The case for SharePoint Archiving: it’s never too soon to deal with old information

By Dave Martin posted 11-01-2010 11:52


Do you have a lot of old content living in SharePoint? 

You might be asking, “Really, what is old content?“

Okay, fair enough, do you have a lot of “inactive” content living in SharePoint?  Content that is sitting idle, sadly orphaned to some site that has not been touched or viewed in months.  Still thinking no?  Okay let me outline a scenario:

You’re an organization that works collaboratively on numerous, consecutive or simultaneous projects.  As the SharePoint administrator you get regular requests for new sites which you grant as long as they coincide with a new project.  You get a request to provide a site called Project A which you grant.  Those involved in Project A spend the next three months filling this site with new and then versioned content.  Then Project A comes to an end and you get another request to grant the creation of a new site called Project B.  Much new content is created and versioned in Project B’s site, but as you would imagine, copies of content from Project A are also brought over.  And the cycle continues through the alphabet. 

Even if you are an organization that only started leveraging SharePoint with MOSS 2007, it’s been two or three years that you’ve been creating sites and filling them with content.  So whatever happens to those Project A sites?  Well, they typically become orphaned.  And I can’t tell you how many organizations I’ve talked to who fit squarely into the Project A mold, who have literally thousands of sites and terabytes of content just taking up space in SharePoint… very costly, performance absorbing, risk increasing space.

Statistically speaking somewhere between 25% and 30% of SharePoint sites are inactive, so if you have 40 Terabytes in your deployment 10 Terabytes are (again) just taking up space.  So what do we do with this old content?

Currently there are a couple of models we can follow: we can simply externalize content (redirect content to a lower tier, lower cost storage device) or we can actually archive the content.   Some folks may say, “what’s the difference here?” and my answer is:  a lot.  For the most part externalizing to a storage device may be enough – simply moving the content to a big old data box outside of the high performance requirements of the SQL Servers that support SharePoint.  And most of the time externalization is really just that basic, moving content to a bigger, more cost effective place with no added intelligence.  But let’s say you have regulatory or internal governance mandates where there are retention requirements and content policies that must be met.
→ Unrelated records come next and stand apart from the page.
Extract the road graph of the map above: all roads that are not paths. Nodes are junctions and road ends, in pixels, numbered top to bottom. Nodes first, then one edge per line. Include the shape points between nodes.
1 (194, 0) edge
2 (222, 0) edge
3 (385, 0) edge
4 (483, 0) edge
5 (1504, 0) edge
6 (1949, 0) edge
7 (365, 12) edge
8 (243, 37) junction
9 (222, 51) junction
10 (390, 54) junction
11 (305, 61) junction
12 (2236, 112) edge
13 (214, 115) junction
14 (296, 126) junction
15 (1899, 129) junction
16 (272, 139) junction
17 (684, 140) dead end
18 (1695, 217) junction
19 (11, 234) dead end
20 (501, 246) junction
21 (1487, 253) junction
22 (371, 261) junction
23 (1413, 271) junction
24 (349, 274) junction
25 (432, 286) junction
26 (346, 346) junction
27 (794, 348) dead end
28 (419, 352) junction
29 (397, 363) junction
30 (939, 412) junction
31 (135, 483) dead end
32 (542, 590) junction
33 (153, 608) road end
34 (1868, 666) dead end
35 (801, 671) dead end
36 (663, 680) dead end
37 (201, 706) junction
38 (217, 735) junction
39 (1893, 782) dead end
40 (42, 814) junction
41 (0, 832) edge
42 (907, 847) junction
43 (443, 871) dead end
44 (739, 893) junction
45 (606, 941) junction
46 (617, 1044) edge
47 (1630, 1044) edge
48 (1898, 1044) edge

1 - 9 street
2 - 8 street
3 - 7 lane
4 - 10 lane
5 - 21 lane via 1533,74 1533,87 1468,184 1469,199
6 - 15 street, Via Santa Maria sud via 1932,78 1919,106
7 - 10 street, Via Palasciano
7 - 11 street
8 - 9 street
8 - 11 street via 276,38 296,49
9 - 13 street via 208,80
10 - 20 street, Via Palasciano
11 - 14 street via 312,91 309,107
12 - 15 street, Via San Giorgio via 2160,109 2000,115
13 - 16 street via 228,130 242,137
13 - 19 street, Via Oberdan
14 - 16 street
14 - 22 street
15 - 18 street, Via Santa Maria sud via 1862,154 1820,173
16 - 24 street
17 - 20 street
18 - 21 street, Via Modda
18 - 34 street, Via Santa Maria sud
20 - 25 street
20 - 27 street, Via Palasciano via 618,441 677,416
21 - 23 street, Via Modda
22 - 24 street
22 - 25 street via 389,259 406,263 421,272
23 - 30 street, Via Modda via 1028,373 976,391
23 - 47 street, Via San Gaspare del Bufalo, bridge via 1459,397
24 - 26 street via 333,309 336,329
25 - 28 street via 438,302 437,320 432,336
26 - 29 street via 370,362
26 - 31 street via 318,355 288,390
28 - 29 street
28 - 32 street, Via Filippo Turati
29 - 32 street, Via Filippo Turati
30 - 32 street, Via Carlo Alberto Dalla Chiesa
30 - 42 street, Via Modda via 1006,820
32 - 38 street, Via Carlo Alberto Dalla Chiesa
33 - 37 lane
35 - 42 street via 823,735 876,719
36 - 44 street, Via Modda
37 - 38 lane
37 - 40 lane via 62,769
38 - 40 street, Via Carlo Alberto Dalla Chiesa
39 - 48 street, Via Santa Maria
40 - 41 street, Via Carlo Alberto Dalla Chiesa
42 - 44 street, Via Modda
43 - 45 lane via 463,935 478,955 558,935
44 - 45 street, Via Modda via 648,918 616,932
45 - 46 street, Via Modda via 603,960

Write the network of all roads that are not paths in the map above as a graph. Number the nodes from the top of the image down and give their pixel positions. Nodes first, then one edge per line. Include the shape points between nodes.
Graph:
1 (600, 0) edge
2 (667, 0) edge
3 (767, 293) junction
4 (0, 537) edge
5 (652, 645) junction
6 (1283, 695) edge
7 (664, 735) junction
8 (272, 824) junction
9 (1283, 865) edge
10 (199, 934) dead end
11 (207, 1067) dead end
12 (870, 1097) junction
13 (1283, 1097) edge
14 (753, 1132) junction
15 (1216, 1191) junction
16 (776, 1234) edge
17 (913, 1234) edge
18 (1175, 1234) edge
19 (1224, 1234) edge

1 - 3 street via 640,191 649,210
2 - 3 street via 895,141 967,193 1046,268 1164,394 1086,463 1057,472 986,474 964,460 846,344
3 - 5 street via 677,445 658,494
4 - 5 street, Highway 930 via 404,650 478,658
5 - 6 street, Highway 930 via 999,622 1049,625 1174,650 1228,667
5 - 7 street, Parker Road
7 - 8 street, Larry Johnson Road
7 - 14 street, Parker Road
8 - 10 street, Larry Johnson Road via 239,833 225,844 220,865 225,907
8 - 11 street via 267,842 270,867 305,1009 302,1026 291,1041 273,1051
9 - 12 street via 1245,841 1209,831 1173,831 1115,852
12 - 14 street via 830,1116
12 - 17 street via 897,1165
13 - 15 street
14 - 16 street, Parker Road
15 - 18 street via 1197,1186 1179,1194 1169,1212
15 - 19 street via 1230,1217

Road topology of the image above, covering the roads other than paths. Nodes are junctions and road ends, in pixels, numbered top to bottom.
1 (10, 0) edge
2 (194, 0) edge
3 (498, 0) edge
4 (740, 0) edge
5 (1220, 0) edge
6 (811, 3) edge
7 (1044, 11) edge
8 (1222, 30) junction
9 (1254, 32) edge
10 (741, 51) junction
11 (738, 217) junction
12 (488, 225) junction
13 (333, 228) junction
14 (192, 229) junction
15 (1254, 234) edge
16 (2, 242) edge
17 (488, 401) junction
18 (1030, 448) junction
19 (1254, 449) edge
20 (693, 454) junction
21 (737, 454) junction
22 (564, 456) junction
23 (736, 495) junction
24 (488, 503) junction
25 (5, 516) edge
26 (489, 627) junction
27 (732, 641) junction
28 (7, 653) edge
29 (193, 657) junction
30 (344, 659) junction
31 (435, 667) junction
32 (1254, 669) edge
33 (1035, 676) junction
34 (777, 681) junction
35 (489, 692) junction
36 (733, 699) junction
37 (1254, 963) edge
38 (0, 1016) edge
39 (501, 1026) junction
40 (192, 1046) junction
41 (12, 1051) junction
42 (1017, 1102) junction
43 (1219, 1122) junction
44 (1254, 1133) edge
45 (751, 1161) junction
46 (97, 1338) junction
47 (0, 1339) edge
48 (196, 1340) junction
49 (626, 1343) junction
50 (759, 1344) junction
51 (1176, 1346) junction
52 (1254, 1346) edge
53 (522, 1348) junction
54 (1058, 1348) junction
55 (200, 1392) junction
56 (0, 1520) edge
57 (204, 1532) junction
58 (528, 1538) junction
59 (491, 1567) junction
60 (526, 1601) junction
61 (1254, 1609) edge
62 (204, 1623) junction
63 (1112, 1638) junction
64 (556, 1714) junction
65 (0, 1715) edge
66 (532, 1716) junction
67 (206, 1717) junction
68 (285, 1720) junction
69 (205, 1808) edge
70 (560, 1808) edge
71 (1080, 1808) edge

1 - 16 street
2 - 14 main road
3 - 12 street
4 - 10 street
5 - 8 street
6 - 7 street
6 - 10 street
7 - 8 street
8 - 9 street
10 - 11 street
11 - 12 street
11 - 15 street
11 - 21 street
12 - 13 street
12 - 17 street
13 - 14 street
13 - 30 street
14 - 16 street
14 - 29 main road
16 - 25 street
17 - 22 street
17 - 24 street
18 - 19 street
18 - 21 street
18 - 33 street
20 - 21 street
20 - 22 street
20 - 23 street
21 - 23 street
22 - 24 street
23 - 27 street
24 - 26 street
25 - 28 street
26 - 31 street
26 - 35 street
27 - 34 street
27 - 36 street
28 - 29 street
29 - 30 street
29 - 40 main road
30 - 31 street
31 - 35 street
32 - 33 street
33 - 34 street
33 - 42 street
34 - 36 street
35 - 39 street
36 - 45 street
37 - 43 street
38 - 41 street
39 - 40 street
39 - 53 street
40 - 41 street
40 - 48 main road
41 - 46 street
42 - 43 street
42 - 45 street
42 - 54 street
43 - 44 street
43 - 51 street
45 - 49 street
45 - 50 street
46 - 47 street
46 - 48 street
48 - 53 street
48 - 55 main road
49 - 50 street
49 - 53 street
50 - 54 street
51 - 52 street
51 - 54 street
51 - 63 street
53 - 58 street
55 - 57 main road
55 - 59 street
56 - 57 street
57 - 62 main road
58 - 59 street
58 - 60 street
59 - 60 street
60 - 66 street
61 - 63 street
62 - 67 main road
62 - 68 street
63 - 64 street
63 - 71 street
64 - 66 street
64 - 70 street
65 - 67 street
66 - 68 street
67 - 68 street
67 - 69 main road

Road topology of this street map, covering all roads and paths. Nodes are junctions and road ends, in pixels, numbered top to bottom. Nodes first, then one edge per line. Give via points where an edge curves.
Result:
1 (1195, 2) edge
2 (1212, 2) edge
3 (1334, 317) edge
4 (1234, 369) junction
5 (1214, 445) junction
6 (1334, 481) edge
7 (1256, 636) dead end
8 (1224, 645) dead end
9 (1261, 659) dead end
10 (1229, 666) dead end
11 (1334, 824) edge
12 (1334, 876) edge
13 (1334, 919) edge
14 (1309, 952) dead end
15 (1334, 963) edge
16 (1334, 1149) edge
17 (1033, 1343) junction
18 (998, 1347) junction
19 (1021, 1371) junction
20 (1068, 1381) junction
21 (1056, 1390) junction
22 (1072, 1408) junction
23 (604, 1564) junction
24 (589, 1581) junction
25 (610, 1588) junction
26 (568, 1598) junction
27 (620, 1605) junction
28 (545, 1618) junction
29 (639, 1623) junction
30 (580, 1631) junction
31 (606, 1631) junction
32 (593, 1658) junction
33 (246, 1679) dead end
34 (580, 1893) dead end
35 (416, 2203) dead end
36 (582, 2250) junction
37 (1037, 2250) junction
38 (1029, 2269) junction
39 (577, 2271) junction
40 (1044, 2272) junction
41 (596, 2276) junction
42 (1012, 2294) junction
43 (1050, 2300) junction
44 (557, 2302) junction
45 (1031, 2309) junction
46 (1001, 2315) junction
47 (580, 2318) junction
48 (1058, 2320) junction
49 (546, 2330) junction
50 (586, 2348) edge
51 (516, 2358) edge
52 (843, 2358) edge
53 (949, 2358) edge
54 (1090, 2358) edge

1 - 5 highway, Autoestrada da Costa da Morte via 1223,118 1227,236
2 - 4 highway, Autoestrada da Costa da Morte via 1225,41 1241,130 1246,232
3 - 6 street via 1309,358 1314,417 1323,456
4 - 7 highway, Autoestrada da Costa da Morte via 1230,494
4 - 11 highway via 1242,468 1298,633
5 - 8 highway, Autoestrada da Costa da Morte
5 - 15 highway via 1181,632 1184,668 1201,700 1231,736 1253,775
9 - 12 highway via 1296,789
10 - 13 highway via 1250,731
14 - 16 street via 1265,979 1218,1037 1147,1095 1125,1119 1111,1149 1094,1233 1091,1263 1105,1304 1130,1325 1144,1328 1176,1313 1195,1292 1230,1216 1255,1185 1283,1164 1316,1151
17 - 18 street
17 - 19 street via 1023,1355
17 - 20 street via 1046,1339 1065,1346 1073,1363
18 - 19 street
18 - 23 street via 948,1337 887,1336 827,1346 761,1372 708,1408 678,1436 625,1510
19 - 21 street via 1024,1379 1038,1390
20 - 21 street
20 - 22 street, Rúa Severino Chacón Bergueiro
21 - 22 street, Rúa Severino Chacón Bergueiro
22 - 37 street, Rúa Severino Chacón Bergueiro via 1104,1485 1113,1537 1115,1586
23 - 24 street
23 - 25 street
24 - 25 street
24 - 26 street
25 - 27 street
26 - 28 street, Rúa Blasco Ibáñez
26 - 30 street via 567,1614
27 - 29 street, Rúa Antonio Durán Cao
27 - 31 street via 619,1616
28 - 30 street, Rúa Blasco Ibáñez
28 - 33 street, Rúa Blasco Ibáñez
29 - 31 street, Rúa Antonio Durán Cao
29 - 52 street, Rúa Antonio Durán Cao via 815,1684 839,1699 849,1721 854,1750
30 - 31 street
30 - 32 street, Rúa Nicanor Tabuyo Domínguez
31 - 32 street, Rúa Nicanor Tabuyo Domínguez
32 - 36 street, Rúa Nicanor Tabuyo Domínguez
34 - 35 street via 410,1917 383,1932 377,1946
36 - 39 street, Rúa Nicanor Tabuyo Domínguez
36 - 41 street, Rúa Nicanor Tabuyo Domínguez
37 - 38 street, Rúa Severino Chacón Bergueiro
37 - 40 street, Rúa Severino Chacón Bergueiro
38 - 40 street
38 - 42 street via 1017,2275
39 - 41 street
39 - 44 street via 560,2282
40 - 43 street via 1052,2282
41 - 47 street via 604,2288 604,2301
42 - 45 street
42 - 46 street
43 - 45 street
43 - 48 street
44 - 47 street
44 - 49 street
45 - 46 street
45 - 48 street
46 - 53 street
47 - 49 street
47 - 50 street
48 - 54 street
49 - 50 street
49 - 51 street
Tie to this the fact that you also have email and file system content requirements that you’d like to centrally manage under similar policies?

Behold, archiving! 

In a classic archiving model, we search across repositories of content (in this case SharePoint farms) for the old content we want archived based on specific rules and policies we’ve defined.  Then we make a copy of that content and place it into the archive and validate its existence.  Once validation has occurred we can generally do one of two things: delete the content from its original repository, or leave the original copy in-place.  Some people worry about deleting any content at any time, but by not deleting that original copy we really are missing the opportunity to take advantage of the storage management benefits of archival because now we have two copies and need twice the storage space whereas with archiving, you archive only a single instance of the file.  Another reason for original copy deletion is records management.  For records management to be a success you really need a single copy of record – trust me here, I've been browbeaten on this topic by a lot of records managers.

On the topic of records management, once the content is in an archive you can of course attach a life-cycle to it (retention and disposition polices) which results in one of the biggest benefits of archival – risk management.  Being able to attend to compliance and internal governance requirements allows us to do even more house cleaning on an ongoing basis.  The pure externalization example really only moves the content to a device, where technically it will just sit (granted at a lower cost) and take up space.  But with archiving, we can set disposition policies to have content deleted automatically, once it has met any and all regulatory obligations, of course.  This helps us reduce the risk associated with information, because the last thing we want to see is a big scary lawsuit come up and cost us an arm and a leg because we kept the wrong information, or worse, didn’t keep the right stuff!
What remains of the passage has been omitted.